Et il se présenta:
—Sylvestre Crescent.
Tandis qu'André donnait les explications attendues, Crescent le regardait, le voyant pour la première fois, avec une instinctive sympathie.
Il lui trouvait l'air distingué, la main blanche et la moustache fine.
Il le vit triste et s'en demanda la cause.
André constata que Crescent était court, commun, négligé; mais le visage lui plut: c'était une grosse tête ronde, aux traits accentués, dont les yeux, pensifs et doux, contrastaient avec le rire perpétuel de la bouche.
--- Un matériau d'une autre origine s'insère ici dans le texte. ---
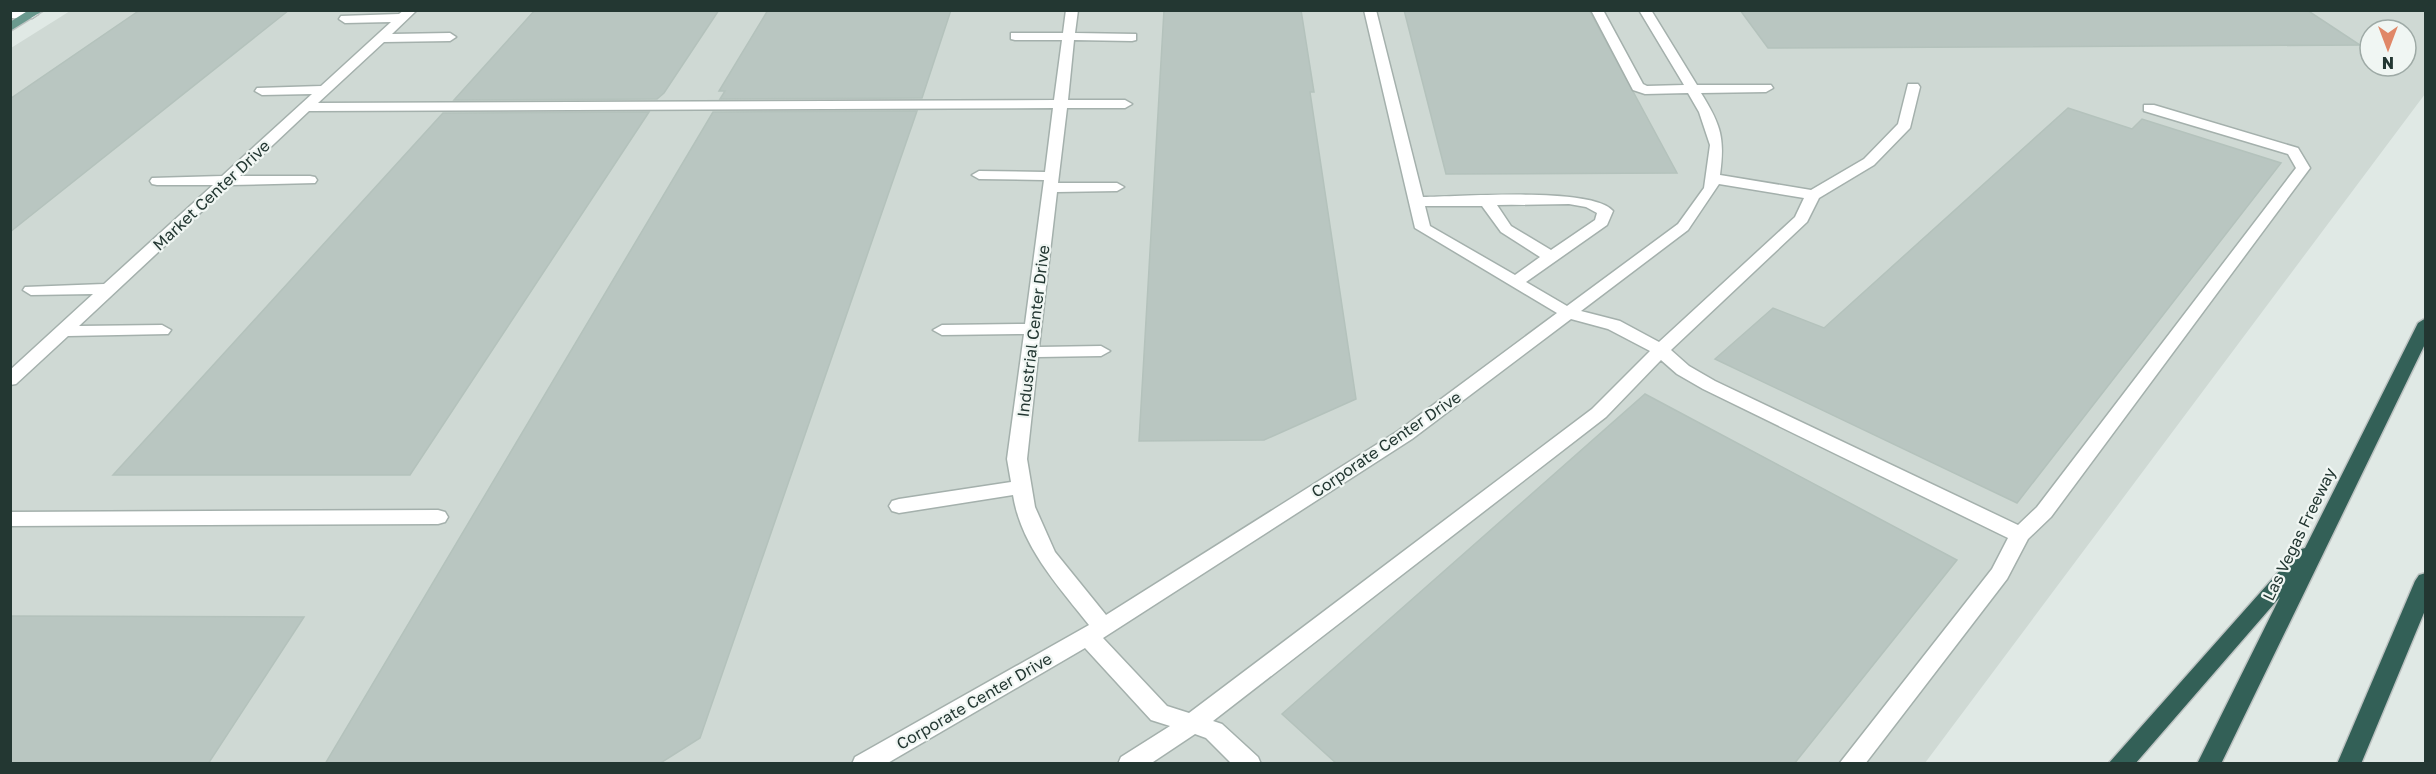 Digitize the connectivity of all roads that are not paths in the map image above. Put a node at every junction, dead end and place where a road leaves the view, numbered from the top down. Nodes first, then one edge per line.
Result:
1 (1072, 10) edge
2 (1370, 10) edge
3 (1597, 10) edge
4 (1645, 10) edge
5 (35, 12) edge
6 (10, 14) edge
7 (407, 14) edge
8 (345, 19) dead end
9 (10, 27) edge
10 (1015, 36) dead end
11 (450, 37) dead end
12 (1069, 37) junction
13 (1132, 37) dead end
14 (382, 38) junction
15 (1913, 87) dead end
16 (1692, 88) junction
17 (1766, 88) dead end
18 (325, 90) junction
19 (262, 91) dead end
20 (1061, 104) junction
21 (1125, 105) dead end
22 (306, 107) junction
23 (2149, 108) dead end
24 (979, 175) dead end
25 (1712, 178) junction
26 (227, 180) junction
27 (310, 180) dead end
28 (157, 181) dead end
29 (1051, 182) junction
30 (1117, 187) dead end
31 (1813, 195) junction
32 (1487, 201) junction
33 (1417, 202) junction
34 (1552, 256) junction
35 (1515, 282) junction
36 (109, 289) junction
37 (31, 290) dead end
38 (1568, 313) junction
39 (2426, 323) edge
40 (1033, 329) junction
41 (162, 330) dead end
42 (942, 330) dead end
43 (63, 331) junction
44 (1661, 350) junction
45 (1101, 351) dead end
46 (1030, 352) junction
47 (10, 380) edge
48 (1021, 487) junction
49 (899, 506) dead end
50 (438, 517) dead end
51 (10, 519) edge
52 (2020, 535) junction
53 (2320, 538) junction
54 (2426, 582) edge
55 (1096, 631) junction
56 (1192, 723) junction
57 (864, 764) edge
58 (1130, 764) edge
59 (1249, 764) edge
60 (1851, 764) edge
61 (2120, 764) edge
62 (2209, 764) edge
63 (2349, 764) edge

1 - 12 street, Industrial Center Drive
2 - 33 street
3 - 16 street
4 - 16 street, Corporate Center Drive
5 - 6 street
5 - 9 main road
7 - 8 street
7 - 14 street, Market Center Drive
10 - 12 street
11 - 14 street
12 - 13 street
12 - 20 street, Industrial Center Drive
14 - 18 street, Market Center Drive
15 - 31 street
16 - 17 street
16 - 25 street, Corporate Center Drive
18 - 19 street
18 - 22 street, Market Center Drive
20 - 21 street
20 - 22 street
20 - 29 street, Industrial Center Drive
22 - 26 street, Market Center Drive
23 - 52 street
24 - 29 street
25 - 31 street
25 - 38 street, Corporate Center Drive
26 - 27 street
26 - 28 street
26 - 36 street, Market Center Drive
29 - 30 street
29 - 40 street, Industrial Center Drive
31 - 44 street
32 - 33 street
32 - 34 street
32 - 34 street
33 - 35 street
34 - 35 street
35 - 38 street
36 - 37 street
36 - 43 street, Market Center Drive
38 - 44 street
38 - 55 street, Corporate Center Drive
39 - 53 highway, Las Vegas Freeway
40 - 42 street
40 - 46 street, Industrial Center Drive
41 - 43 street
43 - 47 street, Market Center Drive
44 - 52 street
44 - 56 street
45 - 46 street
46 - 48 street, Industrial Center Drive
48 - 49 street
48 - 55 street, Industrial Center Drive
50 - 51 street
52 - 60 street
53 - 61 highway
53 - 62 highway, Las Vegas Freeway
54 - 63 highway
55 - 56 street, Industrial Center Drive
55 - 57 street, Corporate Center Drive
56 - 58 street
56 - 59 street, Industrial Center Drive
Tous deux se convinrent. Ils s'étonnaient, sans se le dire, de ne s'être jamais rencontrés avant ce jour. Crescent, son affaire réglée, ne s'en allait pas; il s'assit, et l'on causa. Il était là depuis dix-sept ans, rédacteur à trois mille francs, et ne deviendrait jamais sous-chef… Il avait conquis une liberté relative; son travail étant intermittent, il le liquidait en quelques semaines, trois ou quatre fois l'an, puis usait du temps qui lui restait. Il eut de la peine à se lever, et pressa longuement la main d'André, comme s'il ne pouvait se décider à le quitter. Enfin, avec un bon sourire, il s'écria:
—Allons, au revoir!
«Drôle de bonhomme, pensa André, il est marié, je crois qu'il a parlé de ses enfants, il n'est pas riche, il trime toute l'année et avec cela il a l'air heureux; comment fait-il?»
Il reprit sa besogne avec mélancolie.
«On dirait un brave homme!»—Et il mit dans son jugement un peu de bienveillance protectrice, car André, accusé à tort de fierté, ne se départait cependant pas d'une réserve assez froide. Sa poignée de main, au lieu d'attirer la familiarité, la coupait court.